▶ _YOUR GOAL_
Copy out the lines below that hold the word "Hall".
DATA FOR THIS TASK: Begin
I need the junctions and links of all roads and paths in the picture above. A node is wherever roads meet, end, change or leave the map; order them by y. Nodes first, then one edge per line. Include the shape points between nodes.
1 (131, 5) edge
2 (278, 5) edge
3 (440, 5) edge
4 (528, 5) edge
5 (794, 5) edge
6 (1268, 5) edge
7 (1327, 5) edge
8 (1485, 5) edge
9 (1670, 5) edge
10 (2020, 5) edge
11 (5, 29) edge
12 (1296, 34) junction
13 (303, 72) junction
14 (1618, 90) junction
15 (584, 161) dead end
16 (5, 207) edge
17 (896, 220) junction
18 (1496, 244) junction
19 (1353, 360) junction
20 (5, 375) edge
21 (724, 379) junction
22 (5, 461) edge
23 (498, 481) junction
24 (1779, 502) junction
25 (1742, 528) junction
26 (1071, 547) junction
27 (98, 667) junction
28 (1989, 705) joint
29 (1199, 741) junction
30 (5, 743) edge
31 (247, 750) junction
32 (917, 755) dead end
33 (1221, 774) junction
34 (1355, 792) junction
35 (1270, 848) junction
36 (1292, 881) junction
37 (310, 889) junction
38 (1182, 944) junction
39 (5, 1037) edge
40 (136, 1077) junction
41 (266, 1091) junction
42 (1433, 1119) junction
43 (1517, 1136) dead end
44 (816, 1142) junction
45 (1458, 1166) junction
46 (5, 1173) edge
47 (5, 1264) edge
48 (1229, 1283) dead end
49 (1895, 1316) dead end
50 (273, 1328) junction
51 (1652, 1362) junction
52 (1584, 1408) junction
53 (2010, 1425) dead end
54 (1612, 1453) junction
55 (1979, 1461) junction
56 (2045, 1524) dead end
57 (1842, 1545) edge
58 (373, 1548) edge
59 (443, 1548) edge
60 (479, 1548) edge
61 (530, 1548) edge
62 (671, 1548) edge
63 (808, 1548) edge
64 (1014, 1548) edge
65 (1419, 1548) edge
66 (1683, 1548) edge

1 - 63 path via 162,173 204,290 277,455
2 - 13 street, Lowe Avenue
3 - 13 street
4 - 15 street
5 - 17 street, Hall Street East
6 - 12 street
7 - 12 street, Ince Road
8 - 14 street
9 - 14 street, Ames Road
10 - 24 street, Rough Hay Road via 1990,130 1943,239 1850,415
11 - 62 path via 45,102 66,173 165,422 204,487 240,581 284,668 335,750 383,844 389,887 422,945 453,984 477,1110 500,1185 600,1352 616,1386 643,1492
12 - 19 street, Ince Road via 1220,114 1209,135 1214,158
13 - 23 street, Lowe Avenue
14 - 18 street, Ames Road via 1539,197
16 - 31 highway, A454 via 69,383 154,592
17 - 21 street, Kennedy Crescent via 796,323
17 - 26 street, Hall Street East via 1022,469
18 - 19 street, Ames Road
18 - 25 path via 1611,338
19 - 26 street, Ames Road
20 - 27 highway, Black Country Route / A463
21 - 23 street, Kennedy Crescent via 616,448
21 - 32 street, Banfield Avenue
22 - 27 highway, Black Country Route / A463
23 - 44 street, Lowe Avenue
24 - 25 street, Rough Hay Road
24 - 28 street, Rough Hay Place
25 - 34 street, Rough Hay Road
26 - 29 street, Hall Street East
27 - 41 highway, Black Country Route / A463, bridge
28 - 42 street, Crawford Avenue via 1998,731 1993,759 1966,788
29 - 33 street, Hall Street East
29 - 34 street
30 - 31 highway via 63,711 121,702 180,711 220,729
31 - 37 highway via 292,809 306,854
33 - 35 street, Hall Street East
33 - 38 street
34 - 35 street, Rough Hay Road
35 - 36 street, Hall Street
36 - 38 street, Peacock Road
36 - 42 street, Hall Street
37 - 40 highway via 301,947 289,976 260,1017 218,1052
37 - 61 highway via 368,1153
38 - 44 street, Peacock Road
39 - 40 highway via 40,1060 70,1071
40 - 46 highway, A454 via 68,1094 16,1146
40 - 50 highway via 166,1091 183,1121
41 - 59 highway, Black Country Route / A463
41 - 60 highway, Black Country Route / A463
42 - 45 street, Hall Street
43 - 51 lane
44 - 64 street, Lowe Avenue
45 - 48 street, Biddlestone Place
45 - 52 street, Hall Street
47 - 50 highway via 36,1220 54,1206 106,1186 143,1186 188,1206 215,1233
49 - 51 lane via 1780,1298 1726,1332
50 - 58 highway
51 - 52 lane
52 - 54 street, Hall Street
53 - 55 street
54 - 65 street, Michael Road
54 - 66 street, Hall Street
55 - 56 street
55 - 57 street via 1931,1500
DATA FOR THIS TASK: End
▶ _ANSWER SECTION_
5 - 17 street, Hall Street East
17 - 26 street, Hall Street East via 1022,469
26 - 29 street, Hall Street East
29 - 33 street, Hall Street East
33 - 35 street, Hall Street East
35 - 36 street, Hall Street
36 - 42 street, Hall Street
42 - 45 street, Hall Street
45 - 52 street, Hall Street
52 - 54 street, Hall Street
54 - 66 street, Hall Street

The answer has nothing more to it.